I have focused here on the United States’ deep need to bridge thought; however decolonizing systems of knowledge in higher education, is a project for both sides of the Black Atlantic. It is not simply within an American educational frame that Africanness needs critical nuance. Within African educational systems, understandings of indigenous and global Blackness are in want of further curricular integration. In December 2023, I had the pleasure of meeting an astonishing young Senegalese woman finishing her third year of undergraduate study at the University of Cheikh Anta Diop in Senegal’s cosmopolitan metropolis. Cheikh Anta Diop, for which the university is named, is one of the most important originators of African decolonial thought—famous for shifting our framing of civilization as a distinctly European phenomena, to an African one, beginning with Ancient Egypt. Given the legacy and contribution of this Senegalese pedagogical freedom fighter to not only academic thought but also the global Black community, I was astonished to hear that as an American Literature student, the young student, did not follow a curriculum that fell outside of Fitzgerald and Hemingway. I would imagine that Diop is shuddering in the afterlife—that a university in his home country bearing his name could teach a history of American development without centering the impact of African presence in and impact on New World (thought). However, in the least, we had each other to share, connect, and circulate new knowledge.

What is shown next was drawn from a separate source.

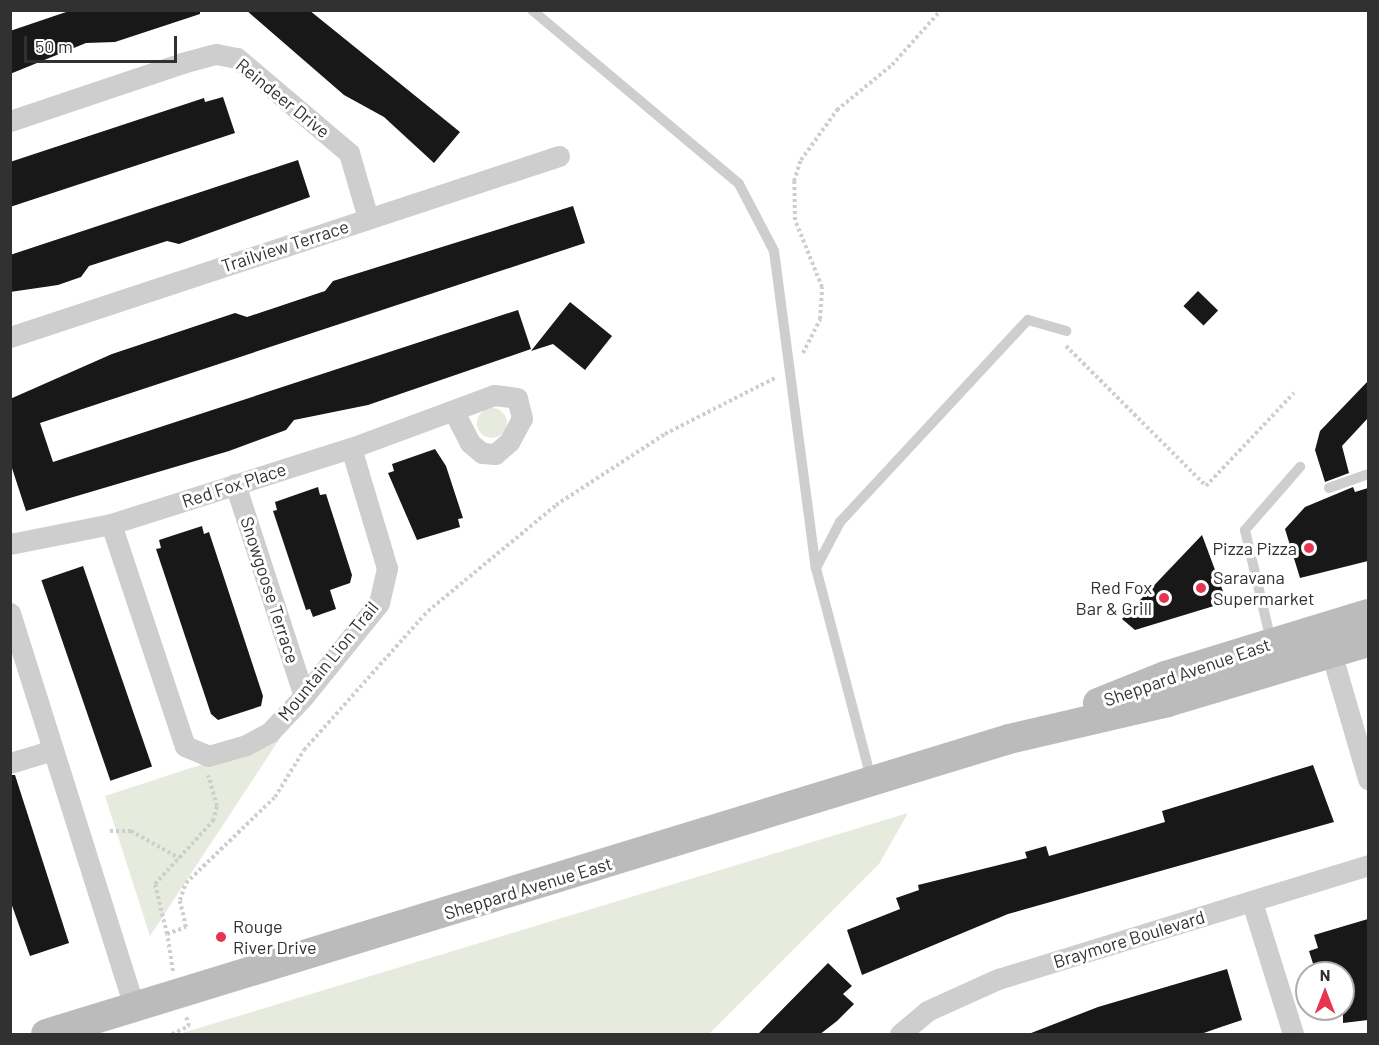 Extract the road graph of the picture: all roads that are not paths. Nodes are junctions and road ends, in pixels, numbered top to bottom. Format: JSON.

This is indeed what global immersion opens up; it connects students and faculty in various African contexts to students and faculty from the United States. It illuminates out shared space in the world. And perhaps through the continued intimacy of global immersion for undergraduates, graduate students, and faculty, Diop’s dreams, and many of our dreams of social justice will finally come true—social justice in education may finally, with our efforts, toward on the ground and hand in hand connection, draw in from the horizon.
Nicole Richards
Founder and Executive Director of Rose Pan African Education
Works Cited
Glissant, Édouard, Poetics of Relation. University of Michigan Press, 1997.
Hegel, Georg Wilhelm Friedrich, and John Sibree, The Philosophy of History, Courier Corporation, 2004.
Davies, Carole Boyce, et al., eds, Decolonizing the Academy: African Diaspora Studies, Africa World Press, 2003.
Dei, George J. Sefa, Teaching Africa: Towards a Transgressive Pedagogy, Vol. 9, Springer Science & Business Media, 2009.
Institute of International Education (2023), “New International Students Enrollment, 2007/08-2022/23,” Open Doors Report on International Educational Exchange. Retrieved from http://www.opendoorsdata.org.
Roy-Campbell, Zaline M, “Promoting African Languages as Conveyors of Knowledge in Educational Institutions,” Black Linguistics, Routledge, 2005, 95-114.